People are not all driven to do extremely evil things. A person of average morals might be tempted to steal a candy bar at a convenience store. If he resists the temptation, then he can feel good about his exercise of free will. If he fails to resist, then he can fairly be held accountable for his actions due in part to his possession (but failure to exercise) free will.
A profoundly evil person will be tempted to carry out far more destructive and cruel actions on a much grander scale. Hitler apparently felt little in the way of drives not to give in to the temptations he experienced. Still, even absent a drive to do the right thing, Hitler, most people believe, had free will and therefore was responsible for his actions. We regard people as capable of controlling their impulses even if they lack strong (or any) impulses going in the correct direction. If you are driven to make other people happy and feel no drive to make them suffer, you have as much free will as your neighbor who feels driven to make people suffer and no desire whatsoever to make them happy.
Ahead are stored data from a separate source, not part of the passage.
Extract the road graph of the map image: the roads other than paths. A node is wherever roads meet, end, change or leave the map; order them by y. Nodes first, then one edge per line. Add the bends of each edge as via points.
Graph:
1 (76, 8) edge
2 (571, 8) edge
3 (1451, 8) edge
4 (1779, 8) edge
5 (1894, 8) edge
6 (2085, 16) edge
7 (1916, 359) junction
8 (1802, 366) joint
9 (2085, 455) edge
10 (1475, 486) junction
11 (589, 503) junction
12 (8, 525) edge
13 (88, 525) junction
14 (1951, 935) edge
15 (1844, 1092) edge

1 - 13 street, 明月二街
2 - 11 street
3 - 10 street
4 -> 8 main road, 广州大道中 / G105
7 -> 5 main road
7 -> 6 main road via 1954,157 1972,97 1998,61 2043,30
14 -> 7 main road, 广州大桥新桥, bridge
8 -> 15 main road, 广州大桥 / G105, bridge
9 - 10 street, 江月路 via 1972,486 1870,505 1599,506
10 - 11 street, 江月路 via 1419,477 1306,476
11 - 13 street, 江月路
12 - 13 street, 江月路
And others who feel driven in both directions at once also have free will. The nature of our drives does not determine whether or not we have free will. It simply tells us about the nature and strength of the various forces pulling us in one or more directions, forces among which our free will must select. The more that our drives coincide with moral rectitude, the easier it will be for us to do the right thing. But we do not need a drive to do evil in order to experience free will. Our drives often interfere with, rather than facilitate, our exercise of free will.
God did not give humans the gift of free will by endowing them with the desire to kill, to beat, to rape, or otherwise to harm other humans or animals. Being driven toward evil is no gift at all. If there is a gift in all of this, it is the capacity to choose one’s course of conduct in light of considerations beyond the desire to satisfy one’s drives. Stated differently, my lack of any interest in harming other people or animals does nothing to undermine my freedom or “free will.” Not everyone wants to make others suffer, yet we understand that all but the severely ill have free will.
We could accordingly live in a world in which no one wants to commit genocide or murder or rape or any other atrocity, a world in which no one feels a surge of pleasure when he or she succeeds in sprinkling pain and misery into human relations. That world would be a better world than the one in which we currently live. And it would still be a world in which people have free will. Any given person could wake up in the morning and say, “shall I help poor people, sell boxes of copy paper, write an essay, or make lemonade today?” The choices would be nearly endless, and the person would get to select from among them with his or her free will. Yet nowhere on that list would appear “shall I disable the brakes on my neighbor’s car?” or “shall I kill my annoying cousin?” No one would miss the absence of these choices, and everyone would be as free as or freer than they were before, leaving God in our world still without a good answer to the problem of evil: Why, if God is omnipotent, omniscient, and benevolent, has he knowingly created people who are driven to (and therefore do) bring so much suffering to their fellow earthlings?